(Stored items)
# # # #
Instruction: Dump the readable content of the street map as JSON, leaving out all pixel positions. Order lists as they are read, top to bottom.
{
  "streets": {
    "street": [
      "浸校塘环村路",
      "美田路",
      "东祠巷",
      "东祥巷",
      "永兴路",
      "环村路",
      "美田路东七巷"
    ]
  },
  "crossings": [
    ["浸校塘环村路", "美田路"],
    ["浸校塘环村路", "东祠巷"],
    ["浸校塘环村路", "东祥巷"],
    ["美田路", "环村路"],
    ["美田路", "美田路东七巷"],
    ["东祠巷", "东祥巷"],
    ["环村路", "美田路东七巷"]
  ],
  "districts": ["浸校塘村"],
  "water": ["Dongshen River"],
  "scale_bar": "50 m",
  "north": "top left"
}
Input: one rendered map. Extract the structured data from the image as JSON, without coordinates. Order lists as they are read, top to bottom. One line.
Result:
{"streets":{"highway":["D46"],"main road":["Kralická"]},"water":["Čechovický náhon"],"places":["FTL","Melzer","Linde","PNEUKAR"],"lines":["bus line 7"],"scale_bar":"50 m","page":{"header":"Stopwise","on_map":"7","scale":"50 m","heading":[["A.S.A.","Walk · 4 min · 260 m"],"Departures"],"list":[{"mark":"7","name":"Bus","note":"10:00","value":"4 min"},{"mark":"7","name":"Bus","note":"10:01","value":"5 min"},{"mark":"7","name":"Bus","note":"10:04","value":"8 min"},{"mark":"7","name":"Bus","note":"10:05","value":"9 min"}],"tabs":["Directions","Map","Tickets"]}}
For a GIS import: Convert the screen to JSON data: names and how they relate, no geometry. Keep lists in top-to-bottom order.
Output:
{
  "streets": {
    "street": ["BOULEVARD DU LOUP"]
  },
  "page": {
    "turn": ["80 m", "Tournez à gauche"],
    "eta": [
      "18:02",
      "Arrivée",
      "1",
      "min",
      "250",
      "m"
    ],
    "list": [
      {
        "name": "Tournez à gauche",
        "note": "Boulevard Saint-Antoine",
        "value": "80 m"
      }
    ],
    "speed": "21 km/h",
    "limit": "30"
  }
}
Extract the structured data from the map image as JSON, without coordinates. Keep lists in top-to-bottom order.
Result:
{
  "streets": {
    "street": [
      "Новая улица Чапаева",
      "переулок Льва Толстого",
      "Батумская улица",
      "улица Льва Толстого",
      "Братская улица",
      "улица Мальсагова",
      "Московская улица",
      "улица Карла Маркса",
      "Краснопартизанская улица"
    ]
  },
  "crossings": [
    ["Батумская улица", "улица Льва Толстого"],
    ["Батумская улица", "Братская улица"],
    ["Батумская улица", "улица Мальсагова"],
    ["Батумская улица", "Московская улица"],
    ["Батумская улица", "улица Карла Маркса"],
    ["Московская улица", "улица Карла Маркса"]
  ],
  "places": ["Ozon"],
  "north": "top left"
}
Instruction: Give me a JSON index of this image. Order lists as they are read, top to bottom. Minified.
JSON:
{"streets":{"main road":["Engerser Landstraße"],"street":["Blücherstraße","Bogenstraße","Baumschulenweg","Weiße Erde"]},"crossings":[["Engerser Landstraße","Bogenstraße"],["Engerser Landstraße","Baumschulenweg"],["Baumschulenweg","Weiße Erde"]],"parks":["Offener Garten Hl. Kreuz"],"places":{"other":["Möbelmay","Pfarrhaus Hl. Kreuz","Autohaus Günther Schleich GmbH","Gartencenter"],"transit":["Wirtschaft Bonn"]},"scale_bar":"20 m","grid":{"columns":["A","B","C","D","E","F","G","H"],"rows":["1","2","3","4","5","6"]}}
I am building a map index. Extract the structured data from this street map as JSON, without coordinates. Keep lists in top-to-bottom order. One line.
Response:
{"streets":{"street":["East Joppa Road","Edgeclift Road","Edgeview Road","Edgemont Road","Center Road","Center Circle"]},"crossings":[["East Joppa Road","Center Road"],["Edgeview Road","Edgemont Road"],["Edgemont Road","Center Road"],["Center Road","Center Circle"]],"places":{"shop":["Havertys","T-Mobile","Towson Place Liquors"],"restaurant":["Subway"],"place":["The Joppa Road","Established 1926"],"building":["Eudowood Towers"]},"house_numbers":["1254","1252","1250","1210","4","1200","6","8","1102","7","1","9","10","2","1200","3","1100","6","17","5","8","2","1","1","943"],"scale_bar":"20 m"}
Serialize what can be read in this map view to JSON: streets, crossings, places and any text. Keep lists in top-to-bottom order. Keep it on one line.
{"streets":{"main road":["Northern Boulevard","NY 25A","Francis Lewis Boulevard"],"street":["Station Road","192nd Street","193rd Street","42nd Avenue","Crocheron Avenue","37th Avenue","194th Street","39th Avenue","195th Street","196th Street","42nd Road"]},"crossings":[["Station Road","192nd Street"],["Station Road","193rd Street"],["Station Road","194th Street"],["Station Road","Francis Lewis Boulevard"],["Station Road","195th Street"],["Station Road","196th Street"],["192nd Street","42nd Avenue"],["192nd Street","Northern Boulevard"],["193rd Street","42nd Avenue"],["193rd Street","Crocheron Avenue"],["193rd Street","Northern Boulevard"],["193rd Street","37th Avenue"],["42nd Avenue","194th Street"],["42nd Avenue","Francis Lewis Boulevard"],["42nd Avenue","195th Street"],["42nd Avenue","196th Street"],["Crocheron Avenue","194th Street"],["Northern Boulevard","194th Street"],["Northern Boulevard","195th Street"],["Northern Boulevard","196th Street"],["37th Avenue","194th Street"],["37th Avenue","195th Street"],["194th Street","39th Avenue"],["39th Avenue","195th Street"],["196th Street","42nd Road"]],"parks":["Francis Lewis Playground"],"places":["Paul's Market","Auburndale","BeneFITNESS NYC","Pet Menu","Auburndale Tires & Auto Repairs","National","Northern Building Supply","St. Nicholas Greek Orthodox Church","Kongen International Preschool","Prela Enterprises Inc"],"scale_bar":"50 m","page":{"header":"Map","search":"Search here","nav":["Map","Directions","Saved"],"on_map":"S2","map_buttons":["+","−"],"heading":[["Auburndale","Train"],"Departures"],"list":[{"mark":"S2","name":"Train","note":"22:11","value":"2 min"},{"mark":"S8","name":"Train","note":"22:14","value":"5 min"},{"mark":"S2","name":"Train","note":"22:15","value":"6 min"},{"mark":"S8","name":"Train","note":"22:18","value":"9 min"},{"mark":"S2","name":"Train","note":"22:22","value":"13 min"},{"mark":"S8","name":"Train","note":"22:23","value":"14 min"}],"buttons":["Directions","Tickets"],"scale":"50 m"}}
# # # #
### [Work to be completed]
Search the entries for the string "Extract". Copy every line that has it.

### [Exercise output]
Input: one rendered map. Extract the structured data from the image as JSON, without coordinates. Order lists as they are read, top to bottom. One line.
Extract the structured data from the map image as JSON, without coordinates. Keep lists in top-to-bottom order.
I am building a map index. Extract the structured data from this street map as JSON, without coordinates. Keep lists in top-to-bottom order. One line.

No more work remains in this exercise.